Although Nollywood produces around 2,000 features a year, which makes it second only to Bollywood in terms of production, it is by far the gold mine the entertainment industry is looking to source from. Nollywood has the potential to unleash the productive energy of the youth, harness creativity, and promote innovation in the entertainment industry.
Congratulations on being the first Nigerian and African to win the Medailles d’Honneur at Cannes! What does this kind of accolade mean for both you and the wider African film industry?
I would like to take this opportunity to thank MIPTV for this incredible award. My big dream was—and still is—to change the narrative about my continent. As a continent, Africa has remained creatively silent for centuries. Our stories are seldom told outside of our families and villages and often from the perspective of “someone” looking in. It is therefore with great pride that we at EbonyLife Media bring our stories to the world through our TV series and our films.

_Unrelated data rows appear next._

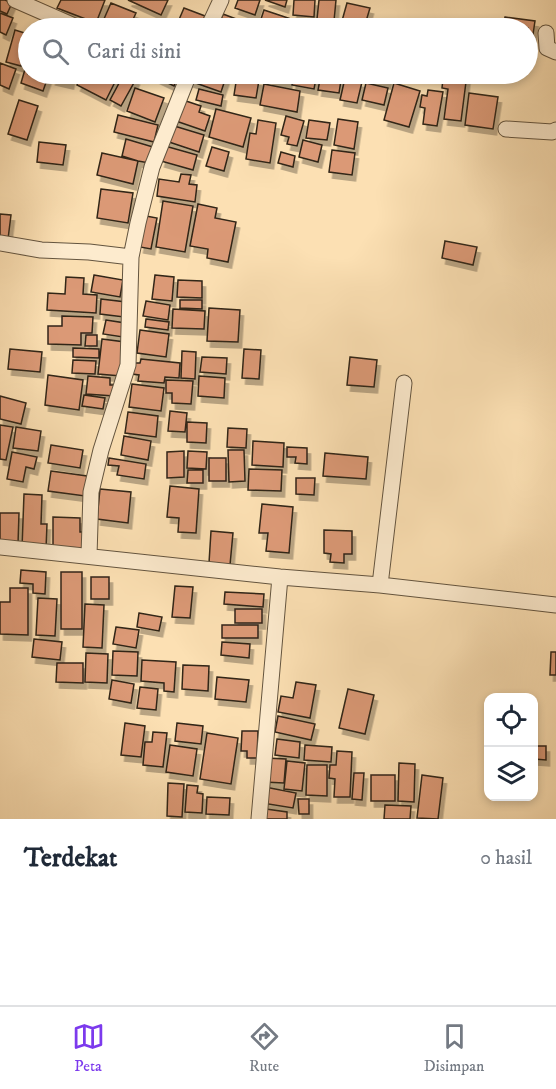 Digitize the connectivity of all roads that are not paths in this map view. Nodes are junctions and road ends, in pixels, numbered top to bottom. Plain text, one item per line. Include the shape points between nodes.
1 (15, 0) edge
2 (221, 0) edge
3 (56, 18) edge
4 (213, 18) edge
5 (546, 33) dead end
6 (556, 52) edge
7 (182, 84) edge
8 (506, 129) dead end
9 (556, 130) edge
10 (0, 243) edge
11 (131, 257) junction
12 (404, 383) dead end
13 (0, 547) edge
14 (89, 556) junction
15 (280, 577) junction
16 (380, 585) junction
17 (556, 605) edge
18 (259, 819) edge

1 - 3 street
2 - 4 street
5 - 6 street via 547,48
7 - 11 street via 152,167
8 - 9 street
10 - 11 street
11 - 14 street via 128,365 91,492
12 - 16 street
13 - 14 street
14 - 15 street
15 - 16 street
15 - 18 street
16 - 17 street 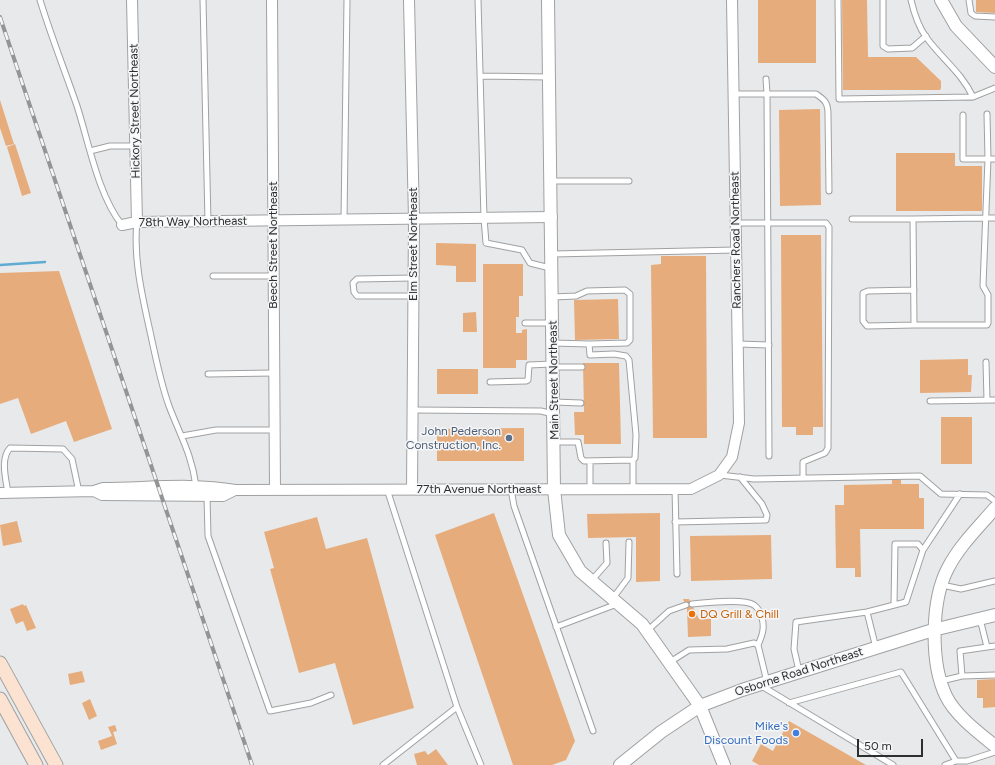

I especially want to dedicate this award to the great work of the entire EL team. The global recognition and awards we receive is due to our collective team effort at EbonyLife.
What’s the latest from EbonyLife? We heard you’re working on a warrior series with Sony?
The EbonyLife partnership with Sony remains active and ongoing. We are currently working on the co-production of The Dahomey Warriors.
In March 2018, we finalized a three-project production deal with Sony Pictures Television (SPT) to co-develop three exciting new scripted TV projects, with SPT set to distribute internationally.
The three-project deal, the first of its kind between SPT and a Nigerian production company, will include a TV series inspired by the Dahomey Warriors. The action-packed series, inspired by true events that took place in the West African Kingdom of Dahomey, will tell the empowering story of these all-female warriors and show the ultimate strength of women coming together, fighting to protect and honour their people.
Ever since our launch in June 2013, our vision has always been to change the narrative about Africa and to tell our stories from our perspective. We have invested in the creation of quality programming and the development of our people and their ideas. It is this ethos that has given us the opportunity to partner with a world-class organisation like Sony Pictures Television. Now we have the opportunity to bring the fascinating story of the Dahomey Warriors, and many other such stories, to audiences around the world. It has been hard work getting here, but that’s what we are known for at EbonyLife. As I always say, ‘If you can think it, you can do it’.
Any other exciting news you could share with our readers?
EbonyLife Films 6th feature film, Òlòtūré is about human trafficking. We co-hosted a private screening with the Creative Artists Agency (CAA) at CAA’s Los Angeles headquarters in June 2019. Òlòtūré explores a world very few people know anything about, and that had to be dealt with in a particular way. It addresses real issues most of our society doesn’t see, harnessing the talents of some of the country’s top actors and filmmakers to produce a film that is both intelligent and profound—and it breaks bold new genre and stylistic ground for Nollywood.
Added to that, I am extremely honoured to have been selected to Chair the 47th International Emmy Awards Gala on November 25, 2019, in NYC. As producers, we are in a unique position to share fresh, authentic, and original stories with a global audience. I look forward to continuing my journey in bringing African stories to the global stage.